Is Your IT Support Actually Preventing Office Tech Problems?

The fastest way to stop tech problems is to fix the support behind them. Run your IT company through this checklist to see whether they prevent issues or just react to them.

The fastest way to stop tech problems in your office is to fix the support behind them. Good IT prevents the outage, the lost file, the printer that won't print. Bad IT shows up after the damage is done and bills you for it.

When the internet drops, most offices grind to a halt until it comes back, and that costs thousands in lost productivity and sales. The smaller problems pile up too: file access, passwords, printing, recovering a file someone overwrote or deleted by accident. These come up constantly.
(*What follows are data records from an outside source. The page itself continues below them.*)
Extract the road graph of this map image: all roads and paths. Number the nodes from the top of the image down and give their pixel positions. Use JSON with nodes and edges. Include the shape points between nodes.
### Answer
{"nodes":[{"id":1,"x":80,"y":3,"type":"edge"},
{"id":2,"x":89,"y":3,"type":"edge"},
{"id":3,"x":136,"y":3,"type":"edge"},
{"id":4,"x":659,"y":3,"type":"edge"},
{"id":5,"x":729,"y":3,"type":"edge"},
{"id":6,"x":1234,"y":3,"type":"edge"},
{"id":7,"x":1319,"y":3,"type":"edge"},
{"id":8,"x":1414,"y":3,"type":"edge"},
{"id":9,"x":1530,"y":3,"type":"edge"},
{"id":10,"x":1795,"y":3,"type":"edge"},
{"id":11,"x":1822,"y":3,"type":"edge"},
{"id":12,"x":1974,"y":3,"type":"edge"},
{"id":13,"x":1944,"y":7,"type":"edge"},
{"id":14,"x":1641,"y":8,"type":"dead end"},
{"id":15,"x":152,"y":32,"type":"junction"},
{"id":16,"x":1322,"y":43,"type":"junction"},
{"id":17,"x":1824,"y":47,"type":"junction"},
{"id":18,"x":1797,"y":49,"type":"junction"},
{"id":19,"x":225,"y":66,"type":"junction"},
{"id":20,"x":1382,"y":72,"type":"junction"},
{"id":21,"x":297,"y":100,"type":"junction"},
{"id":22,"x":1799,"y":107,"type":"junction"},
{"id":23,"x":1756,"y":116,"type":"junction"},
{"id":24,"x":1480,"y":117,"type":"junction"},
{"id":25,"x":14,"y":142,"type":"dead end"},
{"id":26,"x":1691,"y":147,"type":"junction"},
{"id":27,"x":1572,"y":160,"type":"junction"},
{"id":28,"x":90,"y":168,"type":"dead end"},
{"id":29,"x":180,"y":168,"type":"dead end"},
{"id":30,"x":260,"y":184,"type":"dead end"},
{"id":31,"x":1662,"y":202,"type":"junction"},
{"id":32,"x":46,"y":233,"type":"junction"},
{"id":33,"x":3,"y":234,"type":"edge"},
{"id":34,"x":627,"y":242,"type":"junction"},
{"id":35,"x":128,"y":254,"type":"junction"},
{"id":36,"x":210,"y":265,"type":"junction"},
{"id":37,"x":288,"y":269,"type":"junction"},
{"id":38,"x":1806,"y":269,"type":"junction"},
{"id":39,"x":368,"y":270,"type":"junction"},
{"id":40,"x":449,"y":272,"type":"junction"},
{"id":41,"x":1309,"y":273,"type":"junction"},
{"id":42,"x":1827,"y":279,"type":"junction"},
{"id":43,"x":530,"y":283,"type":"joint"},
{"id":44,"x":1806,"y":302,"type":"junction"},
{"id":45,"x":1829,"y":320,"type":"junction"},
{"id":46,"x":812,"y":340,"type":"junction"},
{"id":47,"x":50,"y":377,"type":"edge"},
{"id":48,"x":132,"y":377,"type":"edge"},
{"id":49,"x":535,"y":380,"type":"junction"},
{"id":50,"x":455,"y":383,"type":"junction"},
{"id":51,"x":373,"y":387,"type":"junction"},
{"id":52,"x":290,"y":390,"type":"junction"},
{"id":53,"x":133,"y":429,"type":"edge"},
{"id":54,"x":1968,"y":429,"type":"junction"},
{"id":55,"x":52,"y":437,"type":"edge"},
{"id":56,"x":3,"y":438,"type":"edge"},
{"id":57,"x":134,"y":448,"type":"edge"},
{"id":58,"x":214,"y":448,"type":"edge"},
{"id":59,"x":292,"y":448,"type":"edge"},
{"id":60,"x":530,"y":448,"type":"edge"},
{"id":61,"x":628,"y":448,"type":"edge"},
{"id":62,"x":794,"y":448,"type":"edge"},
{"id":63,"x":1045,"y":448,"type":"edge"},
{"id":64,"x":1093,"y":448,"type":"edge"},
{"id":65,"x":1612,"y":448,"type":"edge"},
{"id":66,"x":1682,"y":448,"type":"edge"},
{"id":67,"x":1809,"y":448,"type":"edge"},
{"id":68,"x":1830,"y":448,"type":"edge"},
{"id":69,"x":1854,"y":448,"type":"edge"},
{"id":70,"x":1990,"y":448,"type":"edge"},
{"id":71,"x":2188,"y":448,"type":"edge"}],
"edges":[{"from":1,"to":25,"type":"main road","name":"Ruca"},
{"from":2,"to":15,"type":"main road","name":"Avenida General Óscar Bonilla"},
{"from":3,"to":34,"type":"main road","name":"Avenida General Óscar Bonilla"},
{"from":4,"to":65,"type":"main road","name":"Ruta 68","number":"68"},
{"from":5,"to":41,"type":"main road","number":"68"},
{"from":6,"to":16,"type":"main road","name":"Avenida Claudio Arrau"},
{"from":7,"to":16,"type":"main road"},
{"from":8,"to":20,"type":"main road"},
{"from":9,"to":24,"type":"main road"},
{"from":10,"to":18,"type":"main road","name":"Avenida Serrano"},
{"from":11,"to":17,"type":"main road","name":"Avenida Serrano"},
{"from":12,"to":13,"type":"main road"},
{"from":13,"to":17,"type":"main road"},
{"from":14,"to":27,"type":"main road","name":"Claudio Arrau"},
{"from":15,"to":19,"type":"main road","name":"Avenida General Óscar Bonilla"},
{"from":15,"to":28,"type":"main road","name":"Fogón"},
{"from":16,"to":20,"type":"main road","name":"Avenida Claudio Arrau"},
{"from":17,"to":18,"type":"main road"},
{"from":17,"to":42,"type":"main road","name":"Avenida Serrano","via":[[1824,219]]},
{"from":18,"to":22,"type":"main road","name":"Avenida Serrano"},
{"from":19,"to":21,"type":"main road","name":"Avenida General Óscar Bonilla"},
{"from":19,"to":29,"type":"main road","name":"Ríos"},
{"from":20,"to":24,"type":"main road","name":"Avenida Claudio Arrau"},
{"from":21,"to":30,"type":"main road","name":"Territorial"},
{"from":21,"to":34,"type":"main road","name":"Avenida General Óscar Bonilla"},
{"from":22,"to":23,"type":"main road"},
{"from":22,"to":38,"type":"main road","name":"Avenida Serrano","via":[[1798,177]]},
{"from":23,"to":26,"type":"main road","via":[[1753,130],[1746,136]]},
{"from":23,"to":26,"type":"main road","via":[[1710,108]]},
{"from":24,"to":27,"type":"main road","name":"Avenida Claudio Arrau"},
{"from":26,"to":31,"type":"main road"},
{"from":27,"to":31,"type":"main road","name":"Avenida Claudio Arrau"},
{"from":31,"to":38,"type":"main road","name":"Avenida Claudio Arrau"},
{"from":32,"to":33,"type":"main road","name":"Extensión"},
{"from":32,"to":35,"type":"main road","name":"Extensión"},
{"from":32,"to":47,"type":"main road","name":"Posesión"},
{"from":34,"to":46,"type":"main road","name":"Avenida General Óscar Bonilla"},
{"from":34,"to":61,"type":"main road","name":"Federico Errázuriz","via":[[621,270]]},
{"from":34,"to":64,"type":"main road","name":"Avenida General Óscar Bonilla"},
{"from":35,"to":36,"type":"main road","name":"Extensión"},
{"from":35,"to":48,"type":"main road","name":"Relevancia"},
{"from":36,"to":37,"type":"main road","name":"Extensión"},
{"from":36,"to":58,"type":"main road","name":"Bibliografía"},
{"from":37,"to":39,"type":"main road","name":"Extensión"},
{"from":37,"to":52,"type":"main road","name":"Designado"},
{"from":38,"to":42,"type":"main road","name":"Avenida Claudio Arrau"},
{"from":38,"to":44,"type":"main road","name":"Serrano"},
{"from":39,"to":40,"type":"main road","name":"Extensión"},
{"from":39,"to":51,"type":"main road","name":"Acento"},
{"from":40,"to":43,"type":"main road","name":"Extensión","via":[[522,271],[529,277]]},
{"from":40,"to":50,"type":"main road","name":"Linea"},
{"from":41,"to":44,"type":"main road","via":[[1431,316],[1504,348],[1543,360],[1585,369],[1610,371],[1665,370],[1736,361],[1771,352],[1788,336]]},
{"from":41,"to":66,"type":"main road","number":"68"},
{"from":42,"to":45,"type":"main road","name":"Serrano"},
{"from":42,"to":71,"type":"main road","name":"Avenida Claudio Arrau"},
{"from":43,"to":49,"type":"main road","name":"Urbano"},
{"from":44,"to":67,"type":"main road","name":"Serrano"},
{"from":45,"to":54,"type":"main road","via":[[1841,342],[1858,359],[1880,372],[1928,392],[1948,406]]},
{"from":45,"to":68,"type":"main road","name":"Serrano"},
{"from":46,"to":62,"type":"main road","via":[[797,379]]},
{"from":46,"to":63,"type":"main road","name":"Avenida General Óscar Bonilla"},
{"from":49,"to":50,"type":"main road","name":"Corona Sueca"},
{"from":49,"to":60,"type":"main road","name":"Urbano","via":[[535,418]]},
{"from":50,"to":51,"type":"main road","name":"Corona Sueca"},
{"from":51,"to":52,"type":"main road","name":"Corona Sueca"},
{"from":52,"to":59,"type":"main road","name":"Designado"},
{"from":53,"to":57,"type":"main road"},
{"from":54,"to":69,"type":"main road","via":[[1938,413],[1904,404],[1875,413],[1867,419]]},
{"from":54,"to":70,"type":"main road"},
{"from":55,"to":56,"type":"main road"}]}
You need a way to get running again fast when something breaks, and a way to stop most of it from breaking in the first place. That comes down to who is handling your IT and how. Here is how to tell if yours is up to it.

Run your IT company through this checklist

  • Do they answer the phone live and respond to emergencies within 60 minutes?
  • For non-emergencies, are they easy to reach and back to you within an hour?
  • Do they monitor, patch, and update your network's security settings on a set schedule, and can you tell how often? Most firms can't show you, which usually means they aren't doing it.
  • Can they prove they are backing up all your data, laptops, and devices?
  • Do they meet with you at least once a quarter to report what they've done, review projects, and suggest improvements, rather than waiting for a problem to talk to you?
  • Do their invoices spell out exactly what you're paying for?
  • Do they explain things in plain English instead of geek speak, and ask if there's anything else they can help with, no matter how small?
  • Do they bring up cybersecurity with you, recommend ways to protect your network from ransomware, and offer training so your team doesn't fall for a scam?
  • Have they given you complete network documentation and your own admin passwords? Or do they hold the keys to the kingdom, leaving you helpless if something goes wrong and you can't reach them?
  • Do techs show up on time, dress professionally, and leave you glad you called, instead of dreading the next time you have to?

What your answers mean

If your IT company, technician, or in-house IT guy doesn't check every box, you're probably paying for substandard support. That puts your data and network security at risk and burns thousands in lost time, because you and your staff keep solving problems that shouldn't be happening at all.

If that sounds familiar, look at what else is out there and make sure you're getting what you pay for.